(DATA FOR REVIEW)

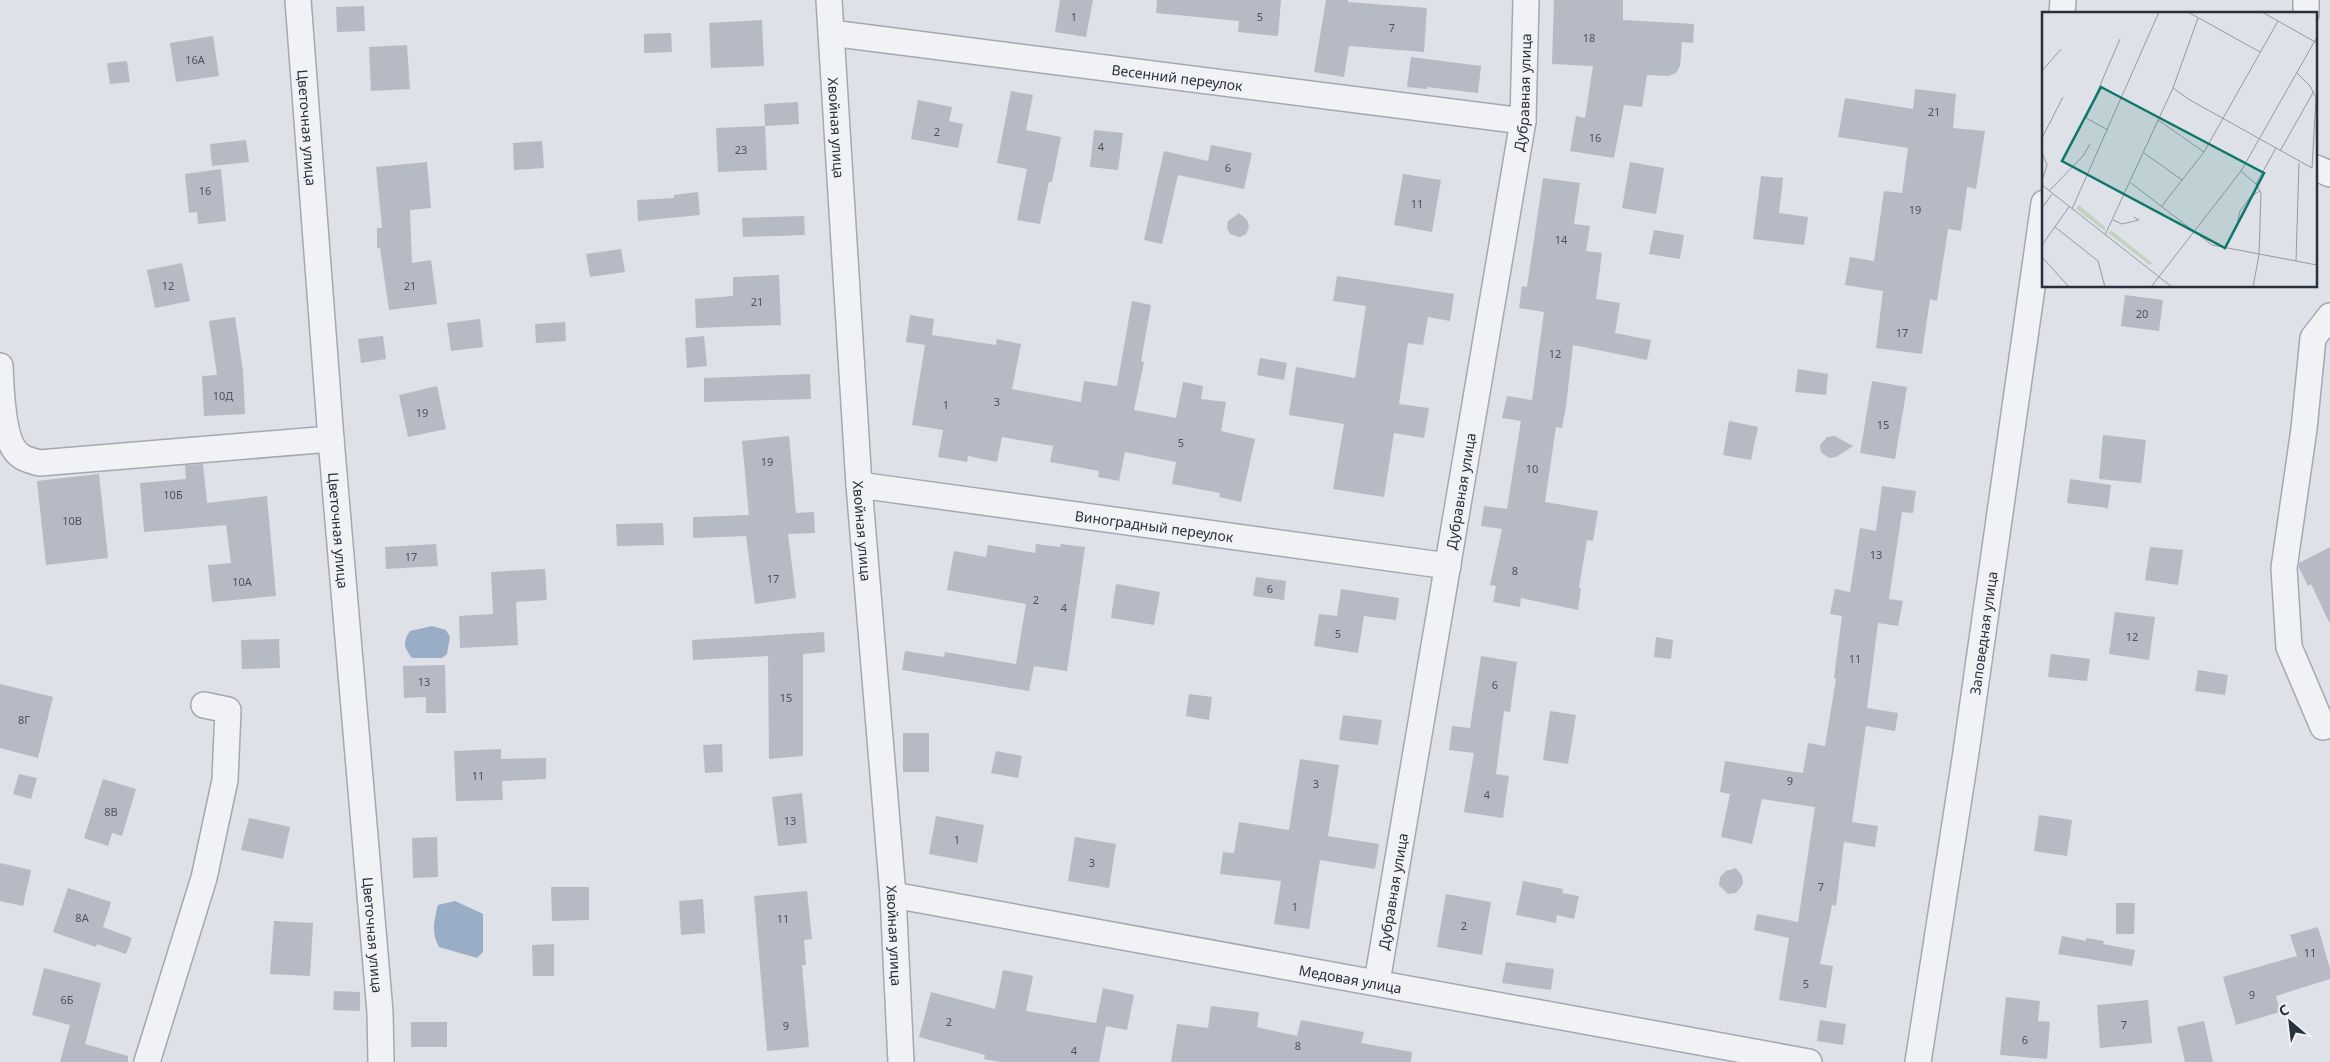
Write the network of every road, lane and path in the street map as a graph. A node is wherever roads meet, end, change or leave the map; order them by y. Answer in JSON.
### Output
{"nodes":[{"id":1,"x":298,"y":0,"type":"edge"},
{"id":2,"x":829,"y":0,"type":"edge"},
{"id":3,"x":1526,"y":0,"type":"edge"},
{"id":4,"x":831,"y":32,"type":"junction"},
{"id":5,"x":1523,"y":121,"type":"junction"},
{"id":6,"x":2318,"y":169,"type":"edge"},
{"id":7,"x":2330,"y":174,"type":"edge"},
{"id":8,"x":2042,"y":217,"type":"edge"},
{"id":9,"x":2330,"y":316,"type":"edge"},
{"id":10,"x":0,"y":366,"type":"edge"},
{"id":11,"x":331,"y":440,"type":"junction"},
{"id":12,"x":859,"y":485,"type":"junction"},
{"id":13,"x":1448,"y":566,"type":"junction"},
{"id":14,"x":204,"y":705,"type":"dead end"},
{"id":15,"x":2323,"y":727,"type":"dead end"},
{"id":16,"x":893,"y":895,"type":"junction"},
{"id":17,"x":1378,"y":982,"type":"junction"},
{"id":18,"x":147,"y":1062,"type":"edge"},
{"id":19,"x":381,"y":1062,"type":"edge"},
{"id":20,"x":902,"y":1062,"type":"edge"},
{"id":21,"x":1809,"y":1062,"type":"edge"},
{"id":22,"x":1918,"y":1062,"type":"edge"}],
"edges":[{"from":1,"to":11,"type":"street","name":"Цветочная улица"},
{"from":2,"to":4,"type":"street","name":"Хвойная улица"},
{"from":3,"to":5,"type":"street","name":"Дубравная улица"},
{"from":4,"to":5,"type":"street","name":"Весенний переулок"},
{"from":4,"to":12,"type":"street","name":"Хвойная улица"},
{"from":5,"to":13,"type":"street","name":"Дубравная улица"},
{"from":6,"to":7,"type":"street"},
{"from":8,"to":22,"type":"street","name":"Заповедная улица"},
{"from":9,"to":15,"type":"street"},
{"from":10,"to":11,"type":"street"},
{"from":11,"to":19,"type":"street","name":"Цветочная улица"},
{"from":12,"to":13,"type":"street","name":"Виноградный переулок"},
{"from":12,"to":16,"type":"street","name":"Хвойная улица"},
{"from":13,"to":17,"type":"street","name":"Дубравная улица"},
{"from":14,"to":18,"type":"street"},
{"from":16,"to":17,"type":"street","name":"Медовая улица"},
{"from":16,"to":20,"type":"street","name":"Хвойная улица"},
{"from":17,"to":21,"type":"street","name":"Медовая улица"}]}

(End DATA FOR REVIEW)

- **ACTIVITY**:
Work through the records above. Copy every line with the string "Дубравная".

- **RESPONSE TO THIS EXERCISE**:
{"from":3,"to":5,"type":"street","name":"Дубравная улица"},
{"from":5,"to":13,"type":"street","name":"Дубравная улица"},
{"from":13,"to":17,"type":"street","name":"Дубравная улица"},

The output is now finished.